Ontem tive mais uma crise de choro. A segunda entre os últimos 7 dias. Parece que não avanço para além delas, mesmo quando luzes se acendem na cadeira da terapia, mesmo quando a fórmula do novo remédio parece fazer mais efeito do que a anterior.

Esse choro durou horas, similar a um vazamento da caixa d’água que consertamos na casa nova semana passada. Precisei do calmante para frear o imenso aperto no peito. Em alguns momentos me senti sufocando, sem ar, e não saber de onde a angústia vem faz doer de um jeito todo próprio. Quando não é possível explicar em termos médicos e mostrar os resultados em exames, acredita-se ser uma invenção mal contada, sem pé nem cabeça, sem origem ou tratamento bem delineados. E apesar de tão comum, ainda tão invisível; não se lê sobre ela em primeira pessoa em lugar algum.

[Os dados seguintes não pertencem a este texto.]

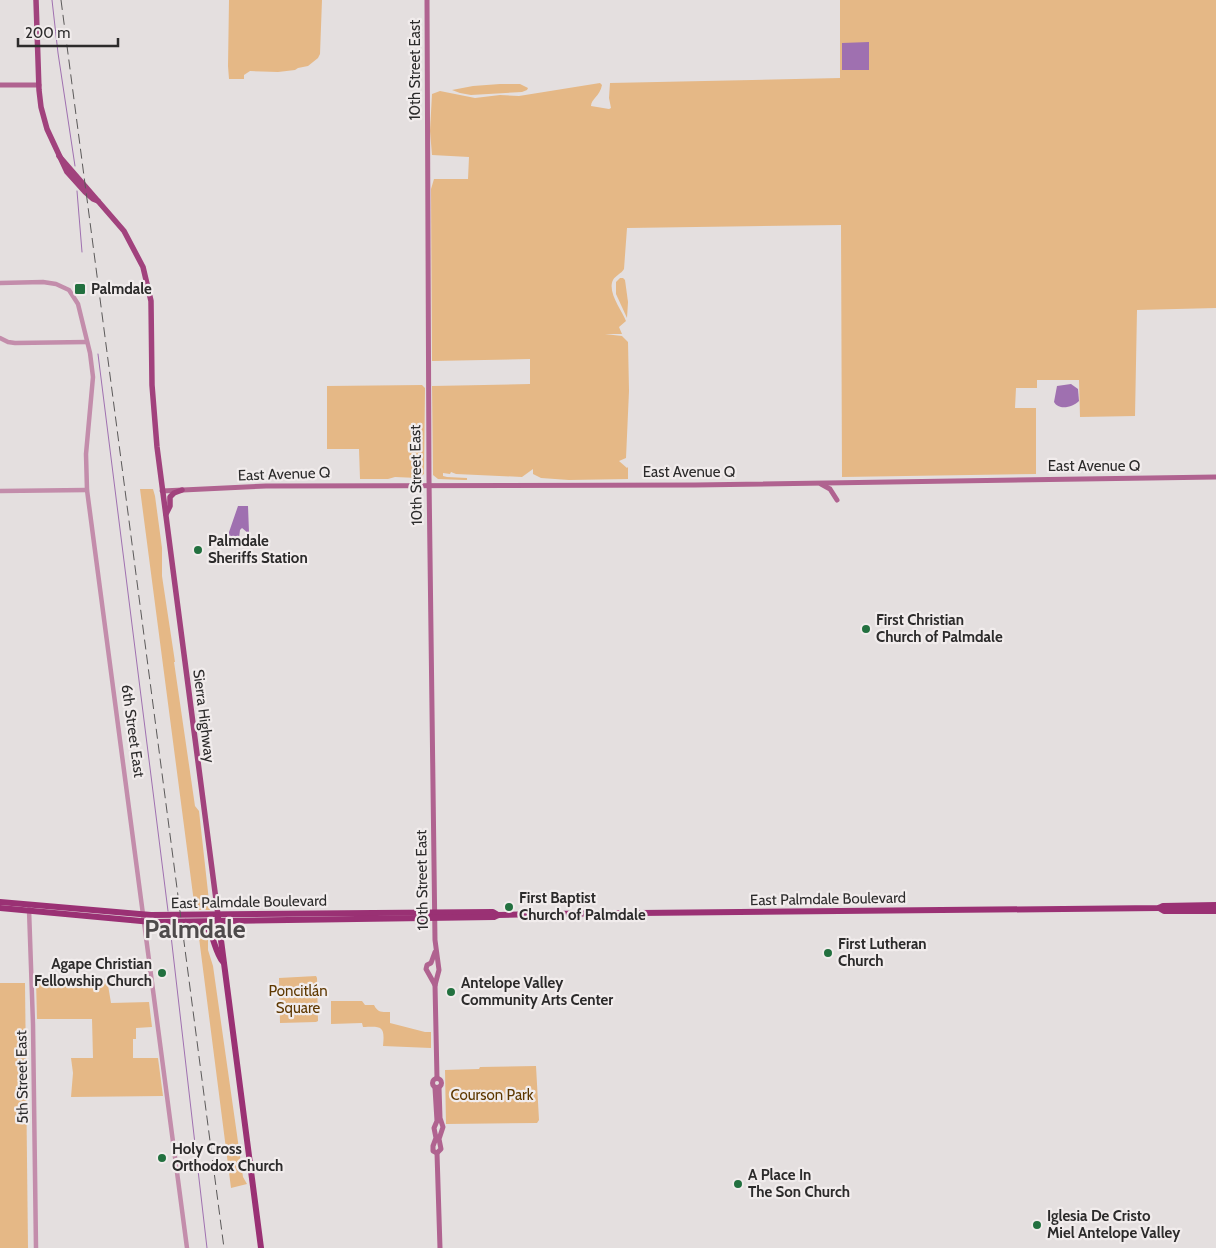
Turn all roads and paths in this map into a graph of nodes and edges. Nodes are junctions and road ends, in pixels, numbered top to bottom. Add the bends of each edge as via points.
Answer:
1 (36, 0) edge
2 (427, 0) edge
3 (0, 85) edge
4 (39, 85) junction
5 (0, 283) edge
6 (0, 338) edge
7 (87, 342) junction
8 (1216, 477) edge
9 (818, 483) junction
10 (429, 485) junction
11 (87, 490) junction
12 (182, 490) junction
13 (0, 491) edge
14 (162, 491) junction
15 (837, 500) dead end
16 (166, 516) junction
17 (0, 902) edge
18 (1200, 905) junction
19 (1216, 905) edge
20 (0, 908) edge
21 (29, 908) junction
22 (1159, 908) junction
23 (1175, 911) junction
24 (1216, 911) edge
25 (435, 916) junction
26 (145, 918) junction
27 (218, 918) junction
28 (185, 921) junction
29 (436, 950) junction
30 (224, 963) junction
31 (431, 963) junction
32 (438, 966) junction
33 (437, 974) junction
34 (431, 975) junction
35 (435, 985) junction
36 (36, 1248) edge
37 (187, 1248) edge
38 (262, 1248) edge
39 (440, 1248) edge

1 - 4 main road, Sierra Highway
2 - 10 main road, 10th Street East
3 - 4 main road
4 - 14 main road, Sierra Highway via 43,117 59,156 124,230 148,284 152,318 154,422
5 - 7 street, 6th Street East via 51,283 68,290 78,304
6 - 7 street via 15,343
7 - 11 street, 6th Street East via 93,377 86,454
8 - 9 main road, East Avenue Q
9 - 10 main road, East Avenue Q
9 - 15 main road via 830,489
10 - 12 main road, East Avenue Q
10 - 25 main road, 10th Street East
11 - 13 street
11 - 26 street, 6th Street East
12 - 14 main road, East Avenue Q
12 - 16 main road via 170,497
14 - 16 main road, Sierra Highway
16 - 27 main road, Sierra Highway
17 - 21 highway, East Palmdale Boulevard
18 - 19 highway, East Palmdale Boulevard
18 - 22 highway, East Palmdale Boulevard
18 - 23 highway
20 - 21 highway, East Palmdale Boulevard
21 - 26 highway, East Palmdale Boulevard
21 - 36 street, 5th Street East
22 - 23 highway, East Palmdale Boulevard
22 - 25 highway, East Palmdale Boulevard via 498,915 493,912
23 - 24 highway, East Palmdale Boulevard
25 - 27 highway, East Palmdale Boulevard
25 - 29 main road, 10th Street East
26 - 27 highway, East Palmdale Boulevard
26 - 28 highway, East Palmdale Boulevard
26 - 37 street, 6th Street East
27 - 28 highway, East Palmdale Boulevard
27 - 30 highway, Sierra Highway
28 - 30 highway via 208,929 217,954
29 - 31 main road, 10th Street East
29 - 32 main road, 10th Street East
30 - 38 highway, Sierra Highway
31 - 32 main road
31 - 34 main road via 426,969
32 - 33 main road
33 - 34 main road
33 - 35 main road
34 - 35 main road
35 - 39 main road via 437,1078 440,1081 437,1087 437,1145 432,1149 437,1153 439,1167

Eu mesma me encontro nesse sujeito plural indefinido — eles. Sei que não é nada fácil confiar em uma desconhecida quando ela declama tens todos os sintomas/não vais melhorar sem/a ajuda dos remédios. Já por duvidar de si nesse momento tão vulnerável há outro preço. Uma vez que a doença está ali, ou seja, uma vez que você está ali, tudo acrescenta ao estado geral do mal-estar. E você constata como esteve doente durante tanto tempo — se machucando e deixando-se machucar de bom grado, mas sem reparar.

O resultado foi que acordei com os olhos inchados e vermelhos; a única prova que tenho do que te conto — a única coisa palpável — são as lágrimas. Até a dor pode ser essencialmente metafórica, mas as lágrimas existem, e aos montes. Agora só faço pensar que não tolero mais essa condição. O dia tinha sido permeado por momentos acertados: banho de mar, um livro lido, uma poesia escrita, um filme com companhia. E ainda assim, tarde da noite, a dor me fazia contorcer os lençóis e implorar por um ponto final no lugar da vírgula.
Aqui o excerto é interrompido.